**** Record excerpts
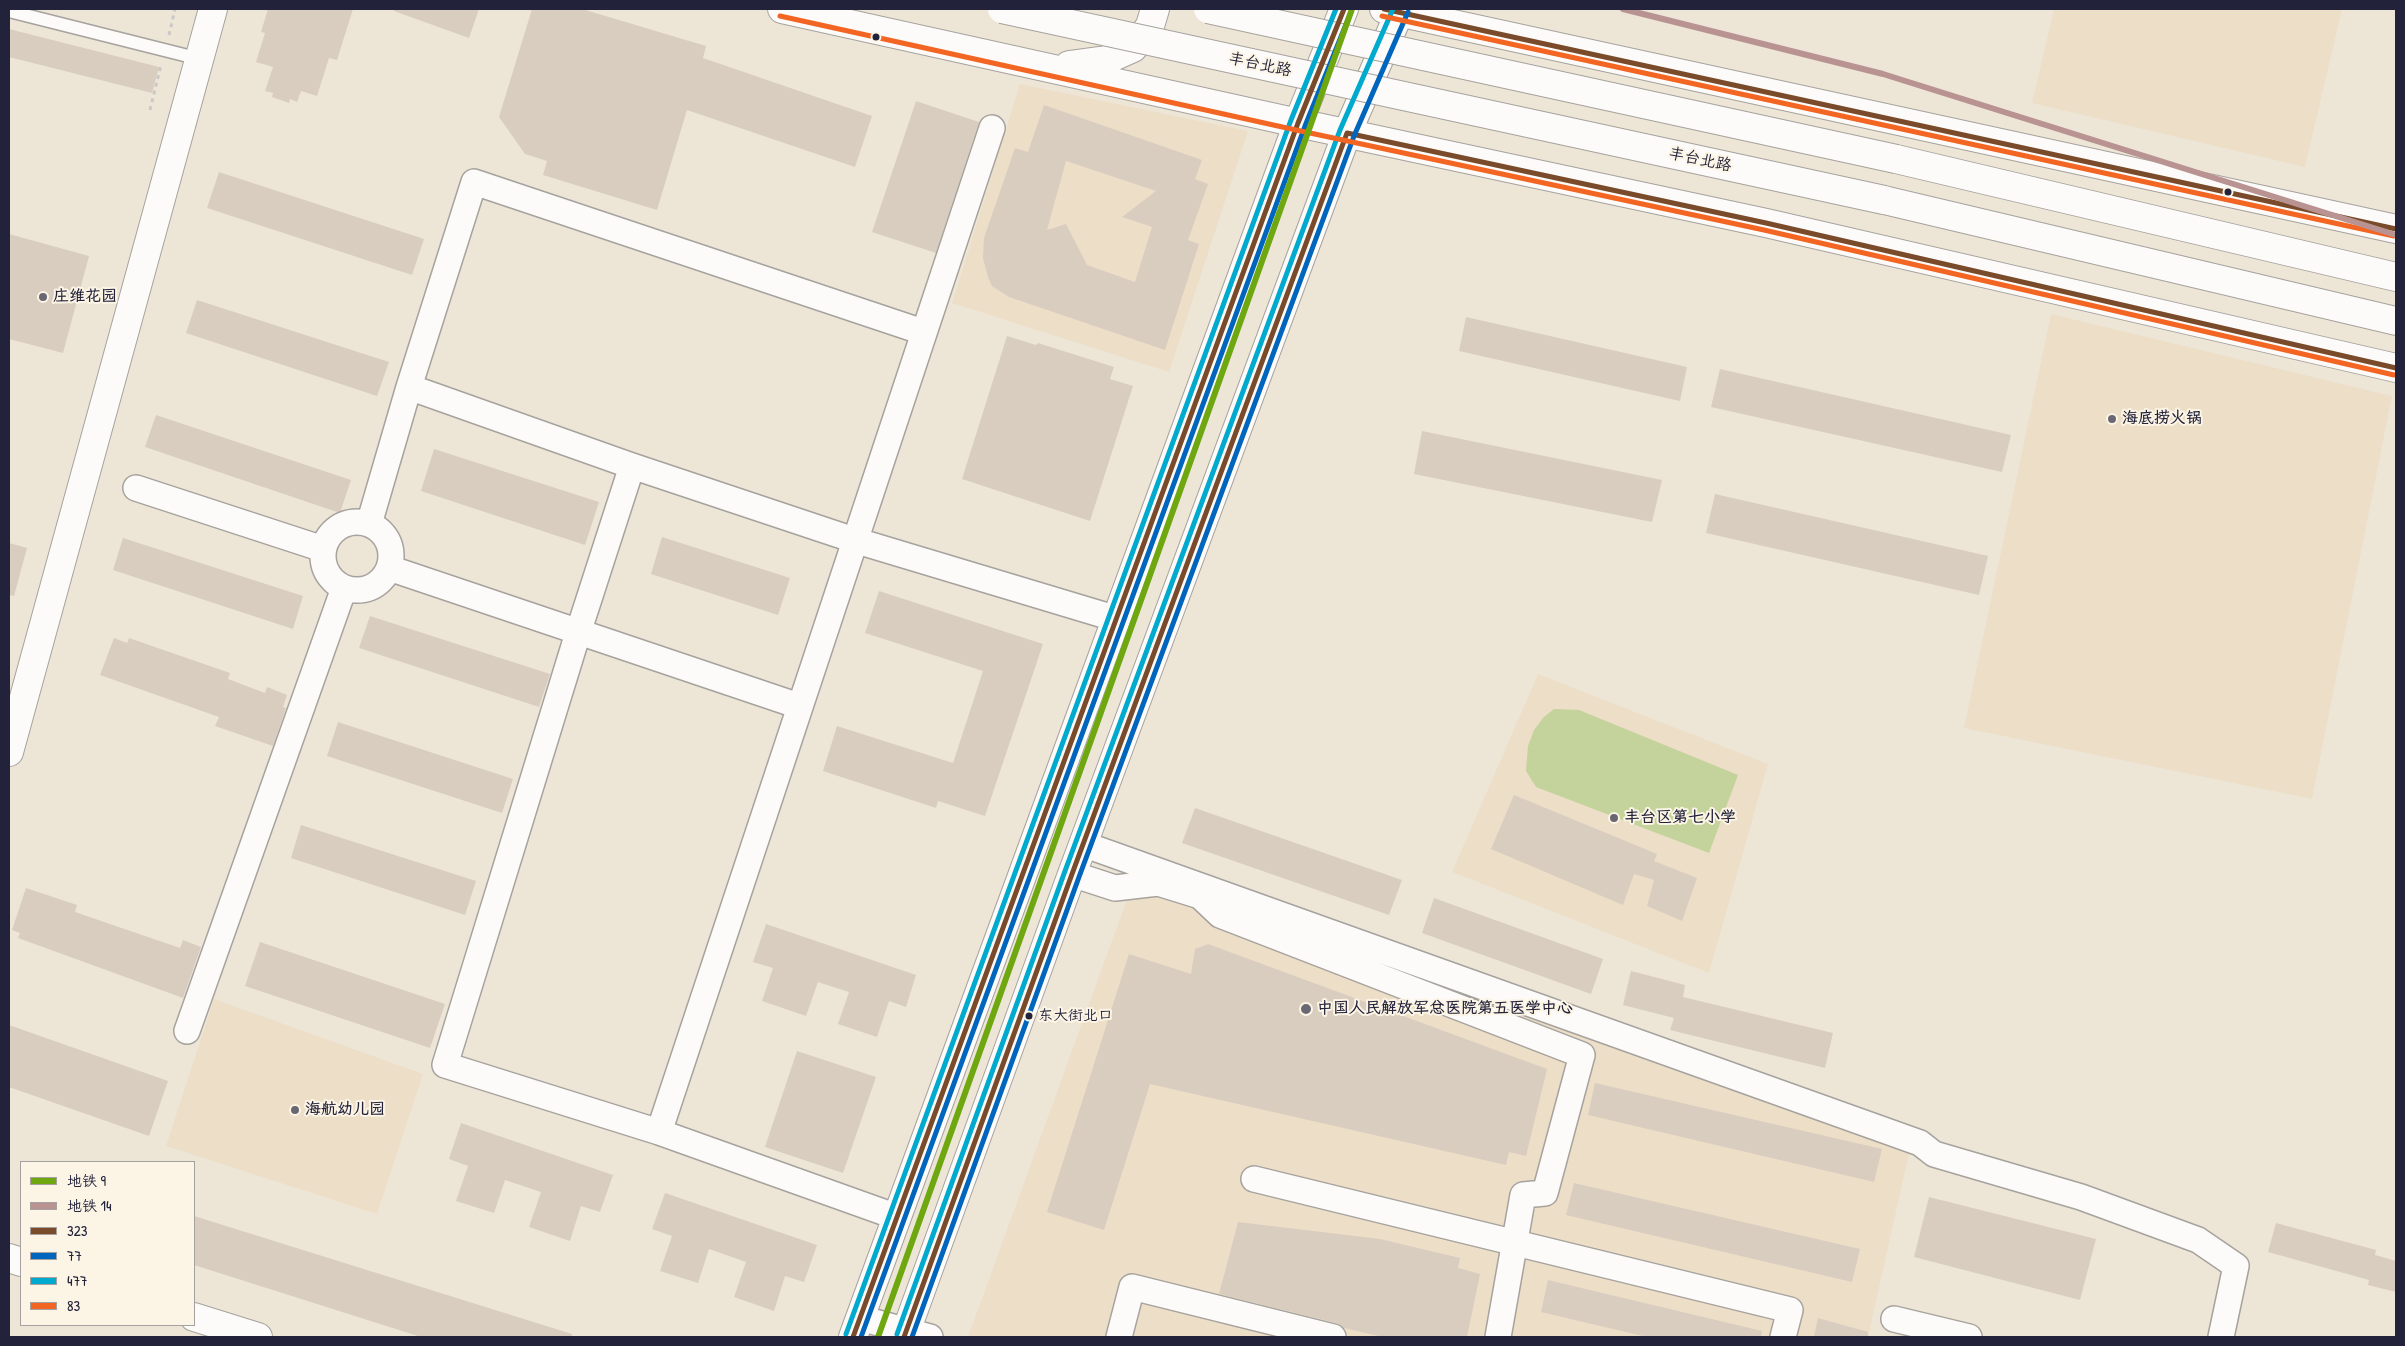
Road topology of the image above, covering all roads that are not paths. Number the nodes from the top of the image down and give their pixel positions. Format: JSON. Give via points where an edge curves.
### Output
{"nodes":[{"id":1,"x":213,"y":9,"type":"edge"},
{"id":2,"x":782,"y":9,"type":"edge"},
{"id":3,"x":1002,"y":9,"type":"edge"},
{"id":4,"x":1155,"y":9,"type":"edge"},
{"id":5,"x":1208,"y":9,"type":"edge"},
{"id":6,"x":1344,"y":9,"type":"edge"},
{"id":7,"x":1395,"y":10,"type":"edge"},
{"id":8,"x":9,"y":11,"type":"edge"},
{"id":9,"x":200,"y":59,"type":"junction"},
{"id":10,"x":1050,"y":68,"type":"junction"},
{"id":11,"x":1298,"y":123,"type":"junction"},
{"id":12,"x":992,"y":128,"type":"dead end"},
{"id":13,"x":1347,"y":133,"type":"junction"},
{"id":14,"x":2396,"y":229,"type":"edge"},
{"id":15,"x":2396,"y":277,"type":"edge"},
{"id":16,"x":2396,"y":321,"type":"edge"},
{"id":17,"x":923,"y":332,"type":"junction"},
{"id":18,"x":2396,"y":368,"type":"edge"},
{"id":19,"x":409,"y":387,"type":"junction"},
{"id":20,"x":632,"y":466,"type":"junction"},
{"id":21,"x":136,"y":488,"type":"dead end"},
{"id":22,"x":369,"y":524,"type":"junction"},
{"id":23,"x":854,"y":540,"type":"junction"},
{"id":24,"x":323,"y":549,"type":"junction"},
{"id":25,"x":389,"y":568,"type":"junction"},
{"id":26,"x":344,"y":588,"type":"junction"},
{"id":27,"x":1117,"y":619,"type":"junction"},
{"id":28,"x":578,"y":633,"type":"junction"},
{"id":29,"x":799,"y":706,"type":"junction"},
{"id":30,"x":9,"y":752,"type":"edge"},
{"id":31,"x":1083,"y":844,"type":"junction"},
{"id":32,"x":1072,"y":874,"type":"junction"},
{"id":33,"x":187,"y":1031,"type":"dead end"},
{"id":34,"x":659,"y":1132,"type":"junction"},
{"id":35,"x":1254,"y":1179,"type":"dead end"},
{"id":36,"x":897,"y":1216,"type":"junction"},
{"id":37,"x":1514,"y":1244,"type":"junction"},
{"id":38,"x":195,"y":1317,"type":"edge"},
{"id":39,"x":1894,"y":1319,"type":"dead end"},
{"id":40,"x":856,"y":1327,"type":"edge"},
{"id":41,"x":914,"y":1335,"type":"edge"},
{"id":42,"x":258,"y":1337,"type":"edge"},
{"id":43,"x":1119,"y":1337,"type":"edge"},
{"id":44,"x":1332,"y":1337,"type":"edge"},
{"id":45,"x":1498,"y":1337,"type":"edge"},
{"id":46,"x":1783,"y":1337,"type":"edge"},
{"id":47,"x":1969,"y":1337,"type":"edge"},
{"id":48,"x":2221,"y":1337,"type":"edge"}],
"edges":[{"from":1,"to":9,"type":"main road"},
{"from":2,"to":10,"type":"main road"},
{"from":3,"to":16,"type":"main road","name":"丰台北路","bridge":true,"via":[[1884,200]]},
{"from":4,"to":10,"type":"main road","via":[[1150,26],[1133,48],[1106,60]]},
{"from":5,"to":15,"type":"main road","bridge":true,"via":[[1896,159]]},
{"from":6,"to":11,"type":"main road"},
{"from":7,"to":13,"type":"main road"},
{"from":7,"to":14,"type":"main road"},
{"from":8,"to":9,"type":"lane"},
{"from":9,"to":30,"type":"main road"},
{"from":10,"to":11,"type":"main road"},
{"from":11,"to":13,"type":"main road"},
{"from":11,"to":27,"type":"main road"},
{"from":12,"to":17,"type":"street"},
{"from":13,"to":18,"type":"main road","via":[[1766,223]]},
{"from":13,"to":31,"type":"main road"},
{"from":17,"to":19,"type":"street","via":[[474,182]]},
{"from":17,"to":23,"type":"street"},
{"from":19,"to":20,"type":"street"},
{"from":19,"to":22,"type":"street"},
{"from":20,"to":23,"type":"street"},
{"from":20,"to":28,"type":"street"},
{"from":21,"to":24,"type":"street"},
{"from":22,"to":24,"type":"street","via":[[346,523],[335,529]]},
{"from":22,"to":25,"type":"street","via":[[386,537],[391,558]]},
{"from":23,"to":27,"type":"street"},
{"from":23,"to":29,"type":"street"},
{"from":24,"to":26,"type":"street","via":[[326,572]]},
{"from":25,"to":26,"type":"street","via":[[375,585],[360,590]]},
{"from":25,"to":28,"type":"street"},
{"from":26,"to":33,"type":"street"},
{"from":27,"to":36,"type":"main road"},
{"from":28,"to":29,"type":"street"},
{"from":28,"to":34,"type":"street","via":[[445,1065]]},
{"from":29,"to":34,"type":"street"},
{"from":31,"to":32,"type":"main road"},
{"from":31,"to":48,"type":"street","via":[[1920,1143],[1934,1154],[2081,1197],[2198,1240],[2236,1266]]},
{"from":32,"to":37,"type":"street","via":[[1115,888],[1158,883],[1200,896],[1220,915],[1582,1055],[1545,1193],[1523,1194]]},
{"from":32,"to":41,"type":"main road"},
{"from":34,"to":36,"type":"street"},
{"from":35,"to":37,"type":"street"},
{"from":36,"to":40,"type":"main road"},
{"from":37,"to":45,"type":"street"},
{"from":37,"to":46,"type":"street","via":[[1790,1310]]},
{"from":38,"to":42,"type":"main road"},
{"from":39,"to":47,"type":"street"},
{"from":40,"to":41,"type":"street"},
{"from":43,"to":44,"type":"street","via":[[1132,1287]]}]}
********
**Exercise description:**
Could you repeat every record exactly as written, with the pictures left out?

**Output below:**
Road topology of the image above, covering all roads that are not paths. Number the nodes from the top of the image down and give their pixel positions. Format: JSON. Give via points where an edge curves.
### Output
{"nodes":[{"id":1,"x":213,"y":9,"type":"edge"},
{"id":2,"x":782,"y":9,"type":"edge"},
{"id":3,"x":1002,"y":9,"type":"edge"},
{"id":4,"x":1155,"y":9,"type":"edge"},
{"id":5,"x":1208,"y":9,"type":"edge"},
{"id":6,"x":1344,"y":9,"type":"edge"},
{"id":7,"x":1395,"y":10,"type":"edge"},
{"id":8,"x":9,"y":11,"type":"edge"},
{"id":9,"x":200,"y":59,"type":"junction"},
{"id":10,"x":1050,"y":68,"type":"junction"},
{"id":11,"x":1298,"y":123,"type":"junction"},
{"id":12,"x":992,"y":128,"type":"dead end"},
{"id":13,"x":1347,"y":133,"type":"junction"},
{"id":14,"x":2396,"y":229,"type":"edge"},
{"id":15,"x":2396,"y":277,"type":"edge"},
{"id":16,"x":2396,"y":321,"type":"edge"},
{"id":17,"x":923,"y":332,"type":"junction"},
{"id":18,"x":2396,"y":368,"type":"edge"},
{"id":19,"x":409,"y":387,"type":"junction"},
{"id":20,"x":632,"y":466,"type":"junction"},
{"id":21,"x":136,"y":488,"type":"dead end"},
{"id":22,"x":369,"y":524,"type":"junction"},
{"id":23,"x":854,"y":540,"type":"junction"},
{"id":24,"x":323,"y":549,"type":"junction"},
{"id":25,"x":389,"y":568,"type":"junction"},
{"id":26,"x":344,"y":588,"type":"junction"},
{"id":27,"x":1117,"y":619,"type":"junction"},
{"id":28,"x":578,"y":633,"type":"junction"},
{"id":29,"x":799,"y":706,"type":"junction"},
{"id":30,"x":9,"y":752,"type":"edge"},
{"id":31,"x":1083,"y":844,"type":"junction"},
{"id":32,"x":1072,"y":874,"type":"junction"},
{"id":33,"x":187,"y":1031,"type":"dead end"},
{"id":34,"x":659,"y":1132,"type":"junction"},
{"id":35,"x":1254,"y":1179,"type":"dead end"},
{"id":36,"x":897,"y":1216,"type":"junction"},
{"id":37,"x":1514,"y":1244,"type":"junction"},
{"id":38,"x":195,"y":1317,"type":"edge"},
{"id":39,"x":1894,"y":1319,"type":"dead end"},
{"id":40,"x":856,"y":1327,"type":"edge"},
{"id":41,"x":914,"y":1335,"type":"edge"},
{"id":42,"x":258,"y":1337,"type":"edge"},
{"id":43,"x":1119,"y":1337,"type":"edge"},
{"id":44,"x":1332,"y":1337,"type":"edge"},
{"id":45,"x":1498,"y":1337,"type":"edge"},
{"id":46,"x":1783,"y":1337,"type":"edge"},
{"id":47,"x":1969,"y":1337,"type":"edge"},
{"id":48,"x":2221,"y":1337,"type":"edge"}],
"edges":[{"from":1,"to":9,"type":"main road"},
{"from":2,"to":10,"type":"main road"},
{"from":3,"to":16,"type":"main road","name":"丰台北路","bridge":true,"via":[[1884,200]]},
{"from":4,"to":10,"type":"main road","via":[[1150,26],[1133,48],[1106,60]]},
{"from":5,"to":15,"type":"main road","bridge":true,"via":[[1896,159]]},
{"from":6,"to":11,"type":"main road"},
{"from":7,"to":13,"type":"main road"},
{"from":7,"to":14,"type":"main road"},
{"from":8,"to":9,"type":"lane"},
{"from":9,"to":30,"type":"main road"},
{"from":10,"to":11,"type":"main road"},
{"from":11,"to":13,"type":"main road"},
{"from":11,"to":27,"type":"main road"},
{"from":12,"to":17,"type":"street"},
{"from":13,"to":18,"type":"main road","via":[[1766,223]]},
{"from":13,"to":31,"type":"main road"},
{"from":17,"to":19,"type":"street","via":[[474,182]]},
{"from":17,"to":23,"type":"street"},
{"from":19,"to":20,"type":"street"},
{"from":19,"to":22,"type":"street"},
{"from":20,"to":23,"type":"street"},
{"from":20,"to":28,"type":"street"},
{"from":21,"to":24,"type":"street"},
{"from":22,"to":24,"type":"street","via":[[346,523],[335,529]]},
{"from":22,"to":25,"type":"street","via":[[386,537],[391,558]]},
{"from":23,"to":27,"type":"street"},
{"from":23,"to":29,"type":"street"},
{"from":24,"to":26,"type":"street","via":[[326,572]]},
{"from":25,"to":26,"type":"street","via":[[375,585],[360,590]]},
{"from":25,"to":28,"type":"street"},
{"from":26,"to":33,"type":"street"},
{"from":27,"to":36,"type":"main road"},
{"from":28,"to":29,"type":"street"},
{"from":28,"to":34,"type":"street","via":[[445,1065]]},
{"from":29,"to":34,"type":"street"},
{"from":31,"to":32,"type":"main road"},
{"from":31,"to":48,"type":"street","via":[[1920,1143],[1934,1154],[2081,1197],[2198,1240],[2236,1266]]},
{"from":32,"to":37,"type":"street","via":[[1115,888],[1158,883],[1200,896],[1220,915],[1582,1055],[1545,1193],[1523,1194]]},
{"from":32,"to":41,"type":"main road"},
{"from":34,"to":36,"type":"street"},
{"from":35,"to":37,"type":"street"},
{"from":36,"to":40,"type":"main road"},
{"from":37,"to":45,"type":"street"},
{"from":37,"to":46,"type":"street","via":[[1790,1310]]},
{"from":38,"to":42,"type":"main road"},
{"from":39,"to":47,"type":"street"},
{"from":40,"to":41,"type":"street"},
{"from":43,"to":44,"type":"street","via":[[1132,1287]]}]}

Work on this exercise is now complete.